A Tale of Four Troubled and Talented Sisters, Told With Irish Flair
THE ALTERNATIVES, by Caoilinn Hughes
Caoilinn Hughes’s exuberant third novel opens with Olwen Flattery, a geology professor, lecturing her undergraduate students about tectonic convergence. “Just imagine the force it would take to move a mountain! And we’re not talking about violent, sudden processes, like an earthquake shouldering up a mountain range. No. These forces are so incremental and immense, so imperceivable and unstoppable, that there’s no halting their progress.”
Soon, the reader is introduced to Olwen’s younger sisters, all in their 30s, without husbands but with Ph.D. degrees. Two decades earlier, they were orphaned when their parents wandered off a cliff on a stormy night. As it turns out, all four have become a force of sorts: Olwen, Maeve, Nell and Rhona — each one in motion at different speeds with different agendas and ambitions, each one “unstoppable” in a way.

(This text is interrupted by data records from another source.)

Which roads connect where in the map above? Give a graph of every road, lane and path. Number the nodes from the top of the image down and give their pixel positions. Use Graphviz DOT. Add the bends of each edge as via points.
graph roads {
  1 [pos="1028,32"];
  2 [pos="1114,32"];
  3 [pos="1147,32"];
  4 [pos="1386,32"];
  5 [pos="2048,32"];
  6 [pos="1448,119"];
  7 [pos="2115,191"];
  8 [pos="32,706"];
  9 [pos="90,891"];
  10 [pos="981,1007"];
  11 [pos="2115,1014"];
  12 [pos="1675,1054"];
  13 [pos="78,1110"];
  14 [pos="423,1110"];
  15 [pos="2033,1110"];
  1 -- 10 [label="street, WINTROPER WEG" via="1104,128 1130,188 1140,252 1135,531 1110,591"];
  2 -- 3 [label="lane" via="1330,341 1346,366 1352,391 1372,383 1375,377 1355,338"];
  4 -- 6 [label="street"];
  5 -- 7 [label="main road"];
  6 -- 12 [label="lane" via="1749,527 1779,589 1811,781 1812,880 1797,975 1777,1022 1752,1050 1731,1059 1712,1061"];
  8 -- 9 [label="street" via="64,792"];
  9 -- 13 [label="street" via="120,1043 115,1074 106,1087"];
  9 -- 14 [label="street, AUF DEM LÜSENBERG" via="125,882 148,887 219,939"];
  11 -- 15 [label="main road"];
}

Maeve is an Instagram-famous chef and author of a cookbook series who has recently become preoccupied with the food shortages produced by Brexit, and by the idea of enlisting her Bosnian mime roommate as a potential sperm donor. Nell is an adjunct philosophy professor in Connecticut who prefers a celibate lifestyle and the solace of frigid nocturnal swims to the companionship of others. Rhona is one of the world’s leading proponents of citizens’ assemblies, a professor of political science at Dublin’s Trinity College and a mother to a cheery 11-month-old baby. (“In fact, Leo was the result of two missed contraceptive pills, a night of MDMA and a moonlit sea, after a beach party at an electoral reform conference in Lisbon.”)
On a rainy evening, Olwen disappears, and it’s unclear whether she wants to be found or not. Months later, Rhona discovers Olwen’s coordinates and collects her scattered sisters for an adventure. As with any good Irish novel, there are familiar elements of alcoholism, mental illness, rural landscapes, adverse weather conditions and tumultuous family reunions. But to categorize this novel into a tidy box undermines the daring genius of its author.
Reminiscent of Ali Smith’s brilliant novel “Autumn,” Hughes’s prose is like a virtuosic jazz number — loose, free and surprising. Despite the boundless spirit of the narrative, her authorial command rarely wavers. Occasional digressions emerge in the secondary story lines and the expounding of political and philosophical ideas, but those spokes of thought often connect to the novel’s center, returning to the sisters as they each reconsider their own versions of home and family. At one point, there is a lengthy discussion of Heidegger and the notion that “care is what makes us human. … We’re borne of care, it’s an intractable phenomenon of being, our central way of understanding the self.” What is the difference between “taking care of” and “caring for”? And how do these beliefs apply to Olwen and her longing to disappear?